EXERCISE OBJECTIVE >> A faithful copy of all the entries is required, with no pictures in it.

[Stored items from a collection]
● ● ● ● ●

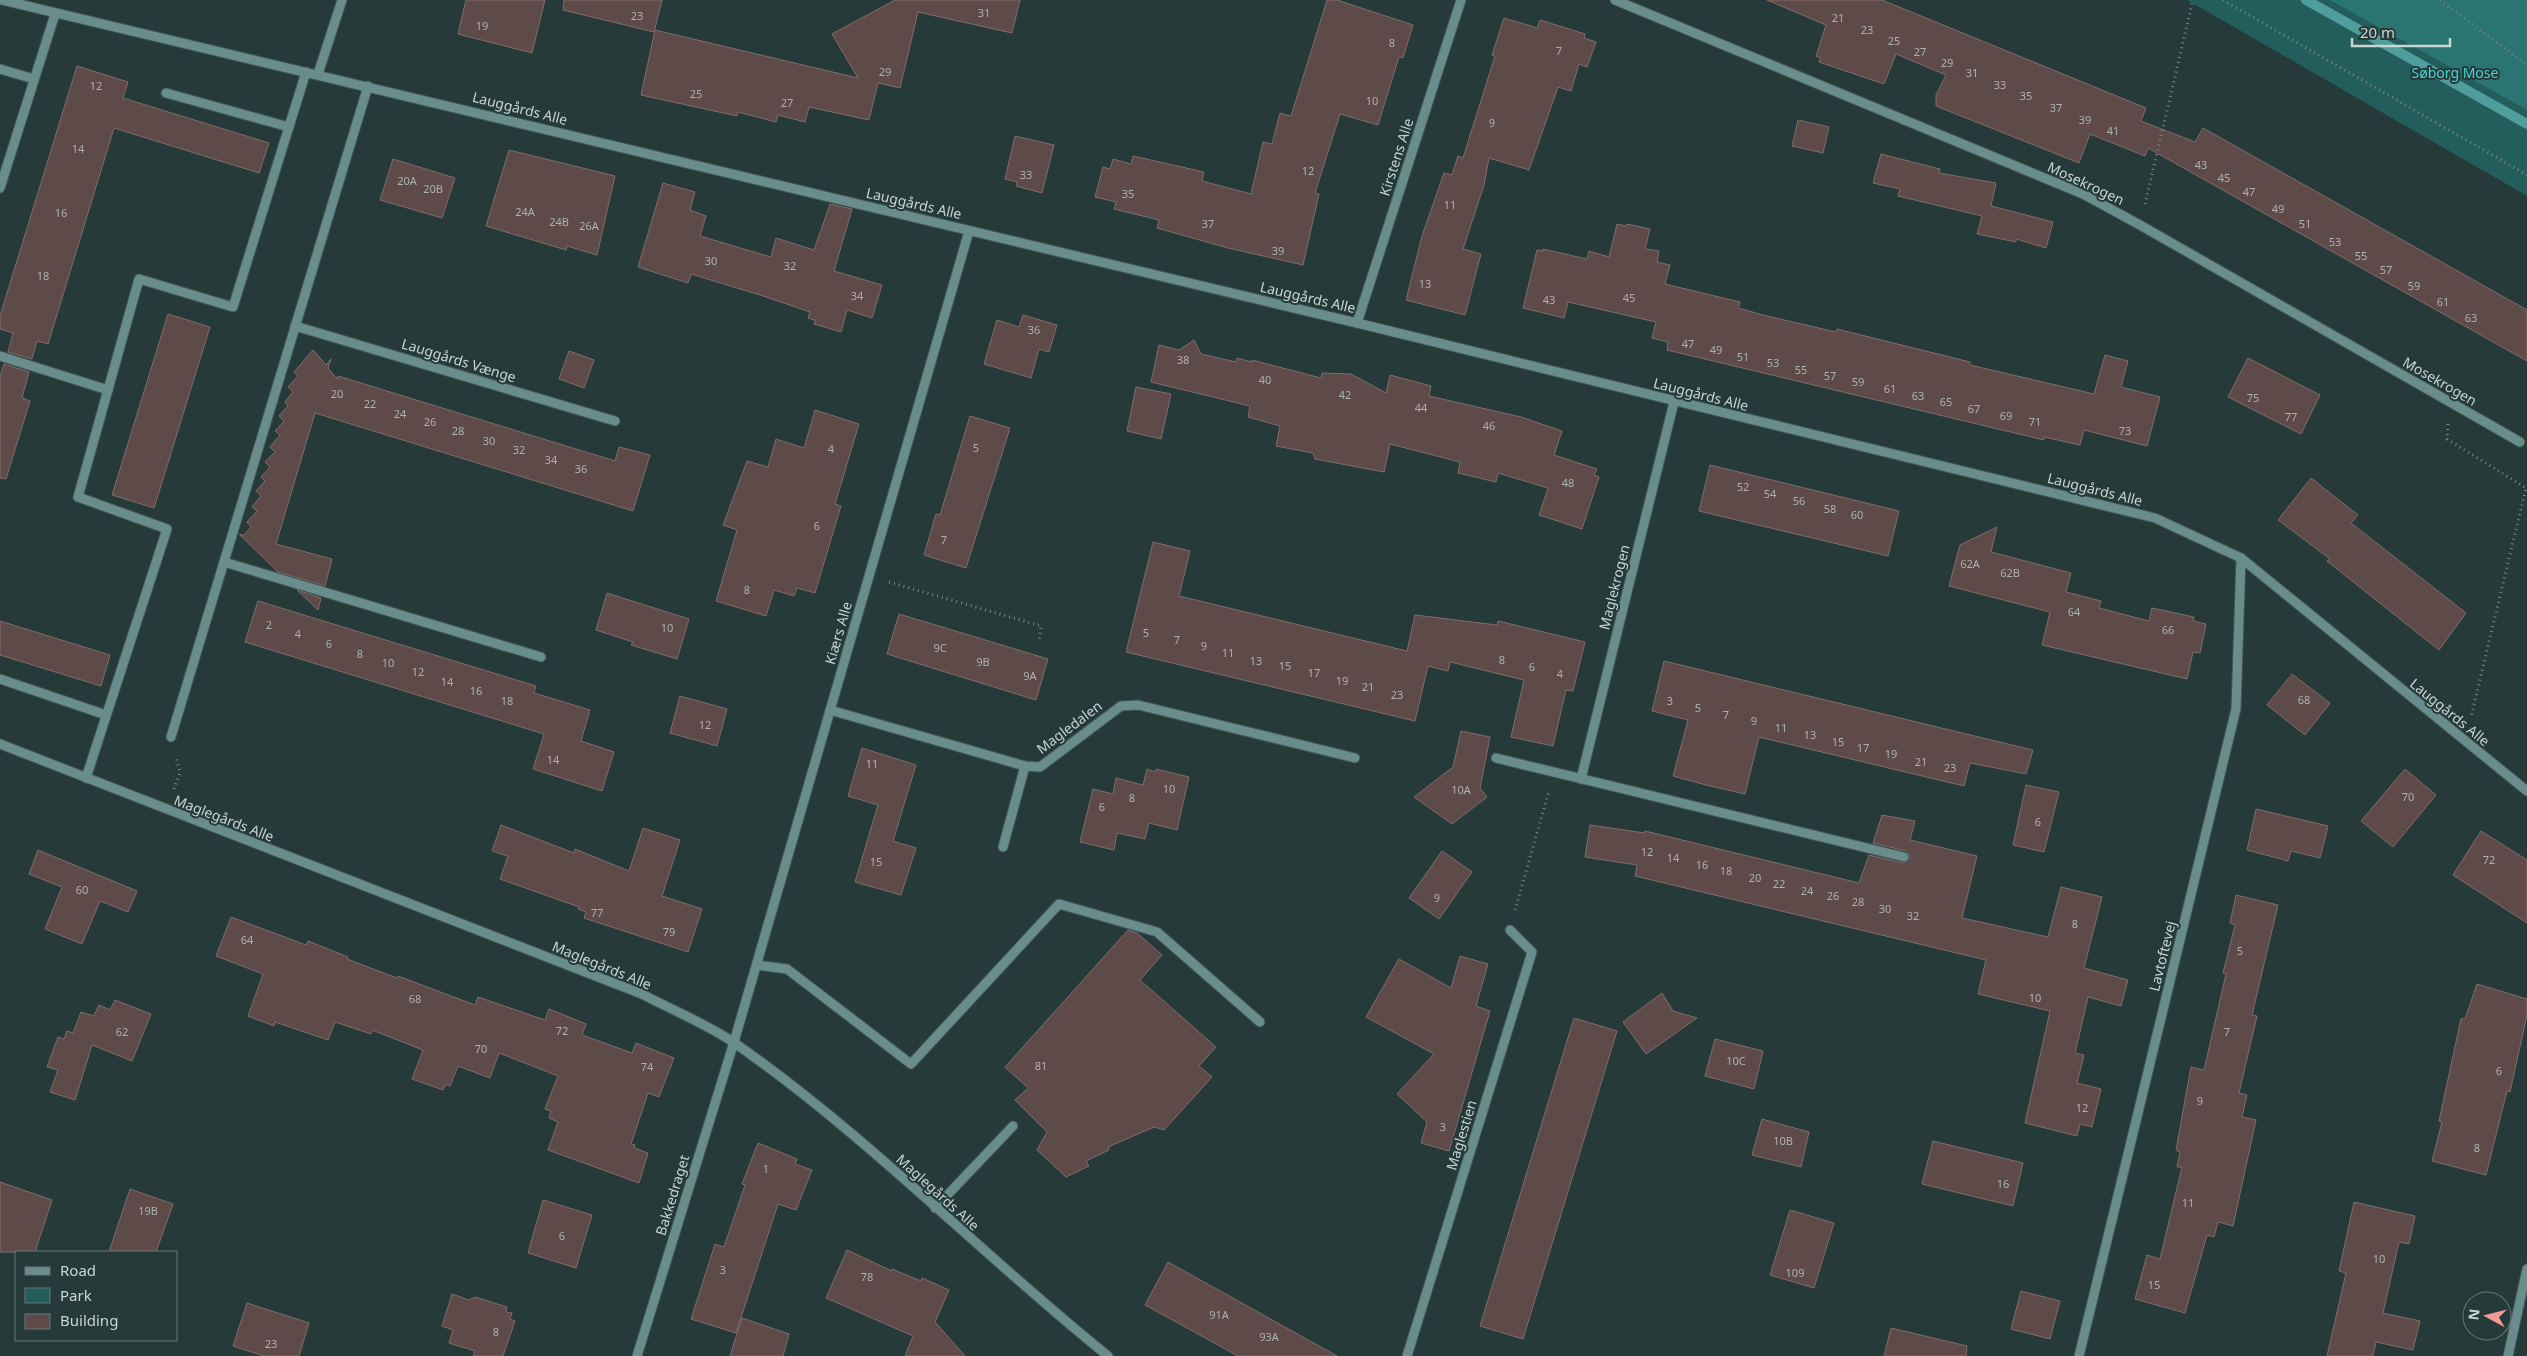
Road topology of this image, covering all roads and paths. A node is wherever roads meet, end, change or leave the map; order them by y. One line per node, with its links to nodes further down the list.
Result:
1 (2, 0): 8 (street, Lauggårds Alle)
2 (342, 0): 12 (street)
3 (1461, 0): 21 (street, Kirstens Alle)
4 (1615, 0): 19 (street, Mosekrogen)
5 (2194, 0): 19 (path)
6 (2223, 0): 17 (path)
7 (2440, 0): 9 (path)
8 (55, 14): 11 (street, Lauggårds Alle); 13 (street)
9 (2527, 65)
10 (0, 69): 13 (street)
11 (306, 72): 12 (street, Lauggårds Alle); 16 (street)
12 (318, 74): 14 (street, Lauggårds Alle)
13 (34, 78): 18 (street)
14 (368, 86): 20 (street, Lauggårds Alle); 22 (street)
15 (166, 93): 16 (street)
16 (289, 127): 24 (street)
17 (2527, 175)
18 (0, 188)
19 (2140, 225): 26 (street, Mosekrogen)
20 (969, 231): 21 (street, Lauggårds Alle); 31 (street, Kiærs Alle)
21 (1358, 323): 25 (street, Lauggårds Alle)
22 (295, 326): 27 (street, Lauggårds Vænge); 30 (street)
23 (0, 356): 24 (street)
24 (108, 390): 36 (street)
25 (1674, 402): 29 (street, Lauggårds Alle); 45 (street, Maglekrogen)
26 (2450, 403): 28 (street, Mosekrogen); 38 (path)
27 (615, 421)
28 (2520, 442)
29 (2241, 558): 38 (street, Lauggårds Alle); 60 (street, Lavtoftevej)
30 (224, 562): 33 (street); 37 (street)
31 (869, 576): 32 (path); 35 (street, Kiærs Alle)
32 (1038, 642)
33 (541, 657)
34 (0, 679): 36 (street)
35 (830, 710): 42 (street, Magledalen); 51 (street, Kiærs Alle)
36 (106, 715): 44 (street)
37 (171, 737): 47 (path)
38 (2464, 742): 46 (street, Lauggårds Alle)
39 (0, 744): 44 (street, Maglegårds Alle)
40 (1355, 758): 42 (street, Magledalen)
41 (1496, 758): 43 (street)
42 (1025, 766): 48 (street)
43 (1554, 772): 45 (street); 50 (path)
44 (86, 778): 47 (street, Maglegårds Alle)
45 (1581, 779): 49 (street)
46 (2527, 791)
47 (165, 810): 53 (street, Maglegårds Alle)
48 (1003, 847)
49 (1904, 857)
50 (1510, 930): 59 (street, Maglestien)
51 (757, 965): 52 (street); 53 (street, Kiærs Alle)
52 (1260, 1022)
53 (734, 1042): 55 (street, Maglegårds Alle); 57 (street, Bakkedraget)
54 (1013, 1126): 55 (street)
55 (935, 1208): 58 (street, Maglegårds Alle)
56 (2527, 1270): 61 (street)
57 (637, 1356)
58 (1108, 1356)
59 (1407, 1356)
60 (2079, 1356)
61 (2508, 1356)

● ● ● ● ●

ANSWER TO THIS PROBLEM >>
Road topology of this image, covering all roads and paths. A node is wherever roads meet, end, change or leave the map; order them by y. One line per node, with its links to nodes further down the list.
Result:
1 (2, 0): 8 (street, Lauggårds Alle)
2 (342, 0): 12 (street)
3 (1461, 0): 21 (street, Kirstens Alle)
4 (1615, 0): 19 (street, Mosekrogen)
5 (2194, 0): 19 (path)
6 (2223, 0): 17 (path)
7 (2440, 0): 9 (path)
8 (55, 14): 11 (street, Lauggårds Alle); 13 (street)
9 (2527, 65)
10 (0, 69): 13 (street)
11 (306, 72): 12 (street, Lauggårds Alle); 16 (street)
12 (318, 74): 14 (street, Lauggårds Alle)
13 (34, 78): 18 (street)
14 (368, 86): 20 (street, Lauggårds Alle); 22 (street)
15 (166, 93): 16 (street)
16 (289, 127): 24 (street)
17 (2527, 175)
18 (0, 188)
19 (2140, 225): 26 (street, Mosekrogen)
20 (969, 231): 21 (street, Lauggårds Alle); 31 (street, Kiærs Alle)
21 (1358, 323): 25 (street, Lauggårds Alle)
22 (295, 326): 27 (street, Lauggårds Vænge); 30 (street)
23 (0, 356): 24 (street)
24 (108, 390): 36 (street)
25 (1674, 402): 29 (street, Lauggårds Alle); 45 (street, Maglekrogen)
26 (2450, 403): 28 (street, Mosekrogen); 38 (path)
27 (615, 421)
28 (2520, 442)
29 (2241, 558): 38 (street, Lauggårds Alle); 60 (street, Lavtoftevej)
30 (224, 562): 33 (street); 37 (street)
31 (869, 576): 32 (path); 35 (street, Kiærs Alle)
32 (1038, 642)
33 (541, 657)
34 (0, 679): 36 (street)
35 (830, 710): 42 (street, Magledalen); 51 (street, Kiærs Alle)
36 (106, 715): 44 (street)
37 (171, 737): 47 (path)
38 (2464, 742): 46 (street, Lauggårds Alle)
39 (0, 744): 44 (street, Maglegårds Alle)
40 (1355, 758): 42 (street, Magledalen)
41 (1496, 758): 43 (street)
42 (1025, 766): 48 (street)
43 (1554, 772): 45 (street); 50 (path)
44 (86, 778): 47 (street, Maglegårds Alle)
45 (1581, 779): 49 (street)
46 (2527, 791)
47 (165, 810): 53 (street, Maglegårds Alle)
48 (1003, 847)
49 (1904, 857)
50 (1510, 930): 59 (street, Maglestien)
51 (757, 965): 52 (street); 53 (street, Kiærs Alle)
52 (1260, 1022)
53 (734, 1042): 55 (street, Maglegårds Alle); 57 (street, Bakkedraget)
54 (1013, 1126): 55 (street)
55 (935, 1208): 58 (street, Maglegårds Alle)
56 (2527, 1270): 61 (street)
57 (637, 1356)
58 (1108, 1356)
59 (1407, 1356)
60 (2079, 1356)
61 (2508, 1356)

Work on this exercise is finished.